━━ Input

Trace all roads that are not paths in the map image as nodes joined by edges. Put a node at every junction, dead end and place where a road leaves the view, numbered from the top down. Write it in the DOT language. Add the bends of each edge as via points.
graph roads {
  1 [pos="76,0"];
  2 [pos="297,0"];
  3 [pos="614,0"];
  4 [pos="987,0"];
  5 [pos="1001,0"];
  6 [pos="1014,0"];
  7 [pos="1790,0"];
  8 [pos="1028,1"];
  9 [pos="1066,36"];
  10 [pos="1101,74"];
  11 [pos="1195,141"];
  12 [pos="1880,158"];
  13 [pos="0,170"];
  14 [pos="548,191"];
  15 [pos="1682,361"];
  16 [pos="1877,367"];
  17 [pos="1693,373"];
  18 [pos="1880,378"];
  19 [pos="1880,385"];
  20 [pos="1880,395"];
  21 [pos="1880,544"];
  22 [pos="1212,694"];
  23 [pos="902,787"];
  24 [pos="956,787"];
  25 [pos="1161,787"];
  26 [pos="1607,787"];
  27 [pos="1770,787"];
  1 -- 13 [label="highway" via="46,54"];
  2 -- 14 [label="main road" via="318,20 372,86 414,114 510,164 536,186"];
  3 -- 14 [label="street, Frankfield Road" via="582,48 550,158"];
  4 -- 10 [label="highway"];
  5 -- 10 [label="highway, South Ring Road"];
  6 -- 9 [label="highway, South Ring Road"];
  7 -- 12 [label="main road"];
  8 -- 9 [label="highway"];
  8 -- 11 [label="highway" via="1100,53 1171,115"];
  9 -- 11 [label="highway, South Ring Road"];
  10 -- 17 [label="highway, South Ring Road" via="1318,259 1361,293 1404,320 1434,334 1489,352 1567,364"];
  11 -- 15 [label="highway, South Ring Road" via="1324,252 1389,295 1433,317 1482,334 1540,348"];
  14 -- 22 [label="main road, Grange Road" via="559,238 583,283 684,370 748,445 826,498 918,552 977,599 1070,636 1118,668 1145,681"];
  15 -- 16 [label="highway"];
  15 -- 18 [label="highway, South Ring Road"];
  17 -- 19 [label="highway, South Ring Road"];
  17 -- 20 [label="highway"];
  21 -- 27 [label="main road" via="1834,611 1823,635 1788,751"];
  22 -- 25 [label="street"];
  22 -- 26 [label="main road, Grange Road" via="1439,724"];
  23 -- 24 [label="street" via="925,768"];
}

━━━━

(Aim of the task) The lines you need are those containing "main"; find them in the records and copy them.

(Answer below)
  2 -- 14 [label="main road" via="318,20 372,86 414,114 510,164 536,186"];
  7 -- 12 [label="main road"];
  14 -- 22 [label="main road, Grange Road" via="559,238 583,283 684,370 748,445 826,498 918,552 977,599 1070,636 1118,668 1145,681"];
  21 -- 27 [label="main road" via="1834,611 1823,635 1788,751"];
  22 -- 26 [label="main road, Grange Road" via="1439,724"];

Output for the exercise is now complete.